The U.S. team followed the same procedures, retorts Lombardi, a biochemist. He also expressed bewilderment that the McClure group didn’t search its CFS samples for the same DNA sequence as his team had, raising the possibility that they had different results because they searched for different things. The McClure team, however, looked for not only an XMRV sequence but also a sequence in a closely related virus, MLV. That MLV sequence, highly conserved among viruses of its class, would presumably have been found if XMRV was present, they said.
One distinct possibility, says John Coffin, a microbiologist at Tufts University in Boston who studies retroviruses and wrote a separate analysis for Science when the original paper was published, is that both papers are right. He called the PLoS ONE paper too “preliminary” to settle the debate and said XMRV could show more genetic variety, and thus be harder to detect, than anyone assumed. It’s also possible that distinct strains of XMRV appear in different parts of the world, as do the retroviruses HIV and HTLV (a leukemia virus). Intriguingly, although research teams in the United States have linked XMRV to prostate cancer, multiple teams in Germany and Ireland have failed to
find a connection.
Coffin says one more possibility, raised by many scientists, is that CFS is actually a suite of diseases that present the same symptoms and so might have many causes.
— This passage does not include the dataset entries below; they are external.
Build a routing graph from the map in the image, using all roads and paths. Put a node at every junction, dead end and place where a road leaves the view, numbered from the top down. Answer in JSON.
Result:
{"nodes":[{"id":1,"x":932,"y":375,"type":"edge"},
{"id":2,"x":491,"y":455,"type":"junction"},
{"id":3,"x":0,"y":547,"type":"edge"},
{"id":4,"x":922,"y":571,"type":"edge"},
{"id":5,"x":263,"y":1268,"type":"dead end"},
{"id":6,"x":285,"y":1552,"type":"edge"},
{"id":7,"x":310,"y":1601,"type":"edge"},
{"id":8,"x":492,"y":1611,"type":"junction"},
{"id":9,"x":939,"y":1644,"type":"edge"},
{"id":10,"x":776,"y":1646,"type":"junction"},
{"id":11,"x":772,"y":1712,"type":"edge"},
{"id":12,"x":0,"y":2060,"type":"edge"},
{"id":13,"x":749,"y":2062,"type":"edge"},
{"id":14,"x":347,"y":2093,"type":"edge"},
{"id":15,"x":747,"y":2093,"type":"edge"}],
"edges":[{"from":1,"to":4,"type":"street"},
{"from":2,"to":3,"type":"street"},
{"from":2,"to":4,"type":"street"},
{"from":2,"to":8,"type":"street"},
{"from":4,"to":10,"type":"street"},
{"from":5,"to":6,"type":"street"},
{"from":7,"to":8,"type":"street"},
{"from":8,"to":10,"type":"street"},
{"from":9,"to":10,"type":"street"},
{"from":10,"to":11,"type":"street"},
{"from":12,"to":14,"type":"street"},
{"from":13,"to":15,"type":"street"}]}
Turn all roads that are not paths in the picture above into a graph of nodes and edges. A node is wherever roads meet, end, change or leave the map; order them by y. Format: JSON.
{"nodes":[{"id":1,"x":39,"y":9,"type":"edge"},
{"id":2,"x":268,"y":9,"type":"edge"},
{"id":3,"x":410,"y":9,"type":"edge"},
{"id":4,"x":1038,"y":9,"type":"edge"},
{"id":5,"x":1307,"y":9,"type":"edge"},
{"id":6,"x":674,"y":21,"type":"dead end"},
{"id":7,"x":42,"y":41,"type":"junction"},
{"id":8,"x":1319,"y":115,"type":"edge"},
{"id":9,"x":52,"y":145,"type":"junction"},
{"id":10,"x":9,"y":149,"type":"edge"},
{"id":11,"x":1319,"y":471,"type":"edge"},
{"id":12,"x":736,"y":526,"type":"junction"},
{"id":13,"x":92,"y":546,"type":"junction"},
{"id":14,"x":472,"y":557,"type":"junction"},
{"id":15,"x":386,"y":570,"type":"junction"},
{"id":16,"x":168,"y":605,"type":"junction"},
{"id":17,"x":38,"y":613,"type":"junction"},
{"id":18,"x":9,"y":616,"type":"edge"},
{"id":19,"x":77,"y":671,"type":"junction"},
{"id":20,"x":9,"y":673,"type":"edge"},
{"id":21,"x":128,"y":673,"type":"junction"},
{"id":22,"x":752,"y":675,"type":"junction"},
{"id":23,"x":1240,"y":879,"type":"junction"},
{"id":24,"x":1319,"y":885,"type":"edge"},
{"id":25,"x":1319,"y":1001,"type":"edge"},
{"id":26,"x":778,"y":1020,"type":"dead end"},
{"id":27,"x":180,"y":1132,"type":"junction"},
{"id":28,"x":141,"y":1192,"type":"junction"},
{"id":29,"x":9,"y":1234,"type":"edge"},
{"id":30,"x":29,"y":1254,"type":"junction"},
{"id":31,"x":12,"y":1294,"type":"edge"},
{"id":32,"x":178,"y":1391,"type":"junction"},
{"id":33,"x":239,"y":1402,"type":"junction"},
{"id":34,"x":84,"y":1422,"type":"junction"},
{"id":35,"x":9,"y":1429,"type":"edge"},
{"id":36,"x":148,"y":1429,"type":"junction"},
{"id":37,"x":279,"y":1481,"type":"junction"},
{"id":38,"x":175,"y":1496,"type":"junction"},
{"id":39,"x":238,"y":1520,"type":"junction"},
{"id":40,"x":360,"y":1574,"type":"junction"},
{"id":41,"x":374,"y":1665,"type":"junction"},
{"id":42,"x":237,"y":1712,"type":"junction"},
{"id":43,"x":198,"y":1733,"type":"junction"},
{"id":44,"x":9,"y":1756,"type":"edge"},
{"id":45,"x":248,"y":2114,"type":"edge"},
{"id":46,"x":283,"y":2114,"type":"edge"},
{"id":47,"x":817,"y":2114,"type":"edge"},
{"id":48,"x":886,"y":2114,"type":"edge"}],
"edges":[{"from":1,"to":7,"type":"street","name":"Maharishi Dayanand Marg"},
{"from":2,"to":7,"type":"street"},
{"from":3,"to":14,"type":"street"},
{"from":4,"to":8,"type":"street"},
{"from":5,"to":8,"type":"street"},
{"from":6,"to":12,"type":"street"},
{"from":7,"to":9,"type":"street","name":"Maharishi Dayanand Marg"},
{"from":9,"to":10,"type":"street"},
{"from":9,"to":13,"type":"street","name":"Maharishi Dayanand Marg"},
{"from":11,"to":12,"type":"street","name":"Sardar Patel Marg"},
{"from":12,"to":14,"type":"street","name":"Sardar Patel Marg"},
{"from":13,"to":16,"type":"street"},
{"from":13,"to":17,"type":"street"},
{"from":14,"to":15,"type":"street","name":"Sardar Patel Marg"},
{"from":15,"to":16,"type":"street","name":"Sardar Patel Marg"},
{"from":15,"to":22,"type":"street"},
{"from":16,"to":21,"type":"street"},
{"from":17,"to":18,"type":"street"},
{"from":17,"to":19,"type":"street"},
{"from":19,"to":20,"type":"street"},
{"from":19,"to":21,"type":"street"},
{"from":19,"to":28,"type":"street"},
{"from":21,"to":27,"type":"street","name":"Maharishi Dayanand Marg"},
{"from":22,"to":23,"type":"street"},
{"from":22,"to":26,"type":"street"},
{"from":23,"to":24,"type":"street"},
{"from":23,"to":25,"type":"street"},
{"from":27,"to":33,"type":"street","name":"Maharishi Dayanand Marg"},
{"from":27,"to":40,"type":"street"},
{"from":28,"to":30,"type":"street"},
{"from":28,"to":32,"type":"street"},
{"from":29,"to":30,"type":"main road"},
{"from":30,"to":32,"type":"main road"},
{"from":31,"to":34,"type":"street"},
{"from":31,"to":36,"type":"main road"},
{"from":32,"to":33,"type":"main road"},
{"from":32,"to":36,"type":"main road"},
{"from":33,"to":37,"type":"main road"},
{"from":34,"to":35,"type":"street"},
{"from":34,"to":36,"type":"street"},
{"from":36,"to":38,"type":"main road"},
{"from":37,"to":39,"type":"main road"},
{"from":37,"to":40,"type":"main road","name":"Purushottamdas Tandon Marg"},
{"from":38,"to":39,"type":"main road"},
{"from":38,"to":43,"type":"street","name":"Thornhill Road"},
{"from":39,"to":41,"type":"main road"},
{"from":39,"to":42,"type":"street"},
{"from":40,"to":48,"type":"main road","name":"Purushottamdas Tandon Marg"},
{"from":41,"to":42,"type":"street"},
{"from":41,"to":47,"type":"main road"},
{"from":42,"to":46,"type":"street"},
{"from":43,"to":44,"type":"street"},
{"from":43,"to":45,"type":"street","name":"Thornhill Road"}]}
Lombardi agrees. “It’s naïve to think that everyone with chronic fatigue has the same etiology. There’s probably going to be a subset of people with CFS that have XMRV, and it will probably end up being classified as XMRV-related CFS.”
All of this leaves doctors and patients in a muddle. There’s no doubt they’re hungry for information. Out of curiosity, Lombardi did a Google search on “XMRV” the day before the Science paper hit and found about 22,500 hits. Three months later, there are 400,000.
But some scientists, including Coffin and McClure, fear that the Viral Immune Pathology Diagnostics clinic (VIP Dx) took advantage of that hunger by offering the $650 diagnostic test for XMRV, 300 of which have been administered so far and which already has a 4 to 6 week backlog. “Leaving aside the issue of who’s right and who’s wrong,” says Coffin, “the original paper did not establish the virus [caused CFS] and didn’t establish it as a viable marker.” So it’s not clear what a patient or physician could do with a positive result. Steve Kaye, a colleague of McClure’s at Imperial College London and a co-author of the PLoS ONE paper, noted with some alarm that the authors of the Science paper had speculated about treating XMRV with antiretroviral drugs, which can have harsh side effects.
However, VIP Dx developed its XMRV test only after a different company began offering one; VIP Dx officials saw their test as a more expert alternative. What’s more, Lombardi—an unpaid consultant for VIP Dx who helped set up and manage the testing program—argues that the test is useful. Patients could in theory avoid infecting other people with XMRV and can have their diagnoses validated, if nothing else. His test
results also bolster the science in the original paper; he says 36% of tests have detected XMRV, including a few from the United Kingdom. (Test proceeds roll back into research and development at Whittemore, which licenses the test to VIP Dx. VIP Dx has also received financial support from the Whittemore family in the past.)
To resolve the dispute, both sides say they are willing to work with the other and possibly test each other’s samples. In the meantime, more papers exploring the link are slated to appear in the next few months, and each side says it knows of work supporting its results.
All that suggests that the field will continue to churn. As McClure told Science, “we take no pleasure in finding colleagues wrong or dashing the hopes of patients, but it’s imperative the truth gets out.”